Branden Klayko on Main Street during Park(ing) Day 2011.

Branden knew and articulated better than most the essential interconnectedness of cities. He wrote about food access and insecurity in low-income neighborhoods here, and explored ways to solve it. He wrote about sustainability and environmentalism, and how they manifest in the construction of buildings.

“When you look at these issues that revolve around how cities are made, they can touch on everybody’s life in a pretty intimate way that is worth looking into and studying,” he told WFPL in 2014.

That was the essence of Broken Sidewalk, which became a robust community where people discussed and tried to understand our shared future. It was informed primarily by Branden’s enthusiasm for our city and the challenges ahead.

I loved that as much as the immense knowledge he shared. His writing was informed, thoughtful and technically savvy. It was also optimistic.

“He was not afraid to call out Louisville’s weaknesses or imperfections, or errors in judgement made by city leadership,” Porter Stevens, a Broken Sidewalk contributor, told me. “But he always had a positive, hopeful vision for Louisville’s future. He saw what a wonderful community this city could be and in many ways already was.”

We need that right now.

We must hold ourselves to a high standard as we grow and change. We need to fully understand how transformational decisions affect our lives in more subtle ways.
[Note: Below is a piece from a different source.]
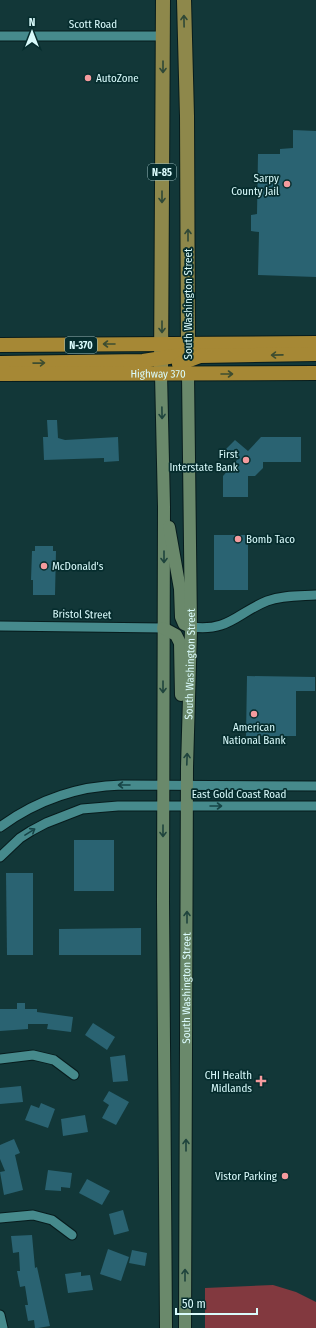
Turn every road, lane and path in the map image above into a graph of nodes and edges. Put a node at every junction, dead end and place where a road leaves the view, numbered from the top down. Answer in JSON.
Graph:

We need to see, clearly, how and where we are connected.

On Monday night, there is a public meeting about the future of a massive empty lot in West Louisville that was once destined to be the home of the West Louisville FoodPort, a subject about which Branden wrote a signature definitive account.

This is one of those moments when the decisions we make now will have broad, lasting implications for our future. What a loss that, for the first time in more than a decade, we’ll be without Branden’s voice of reason to help us understand it.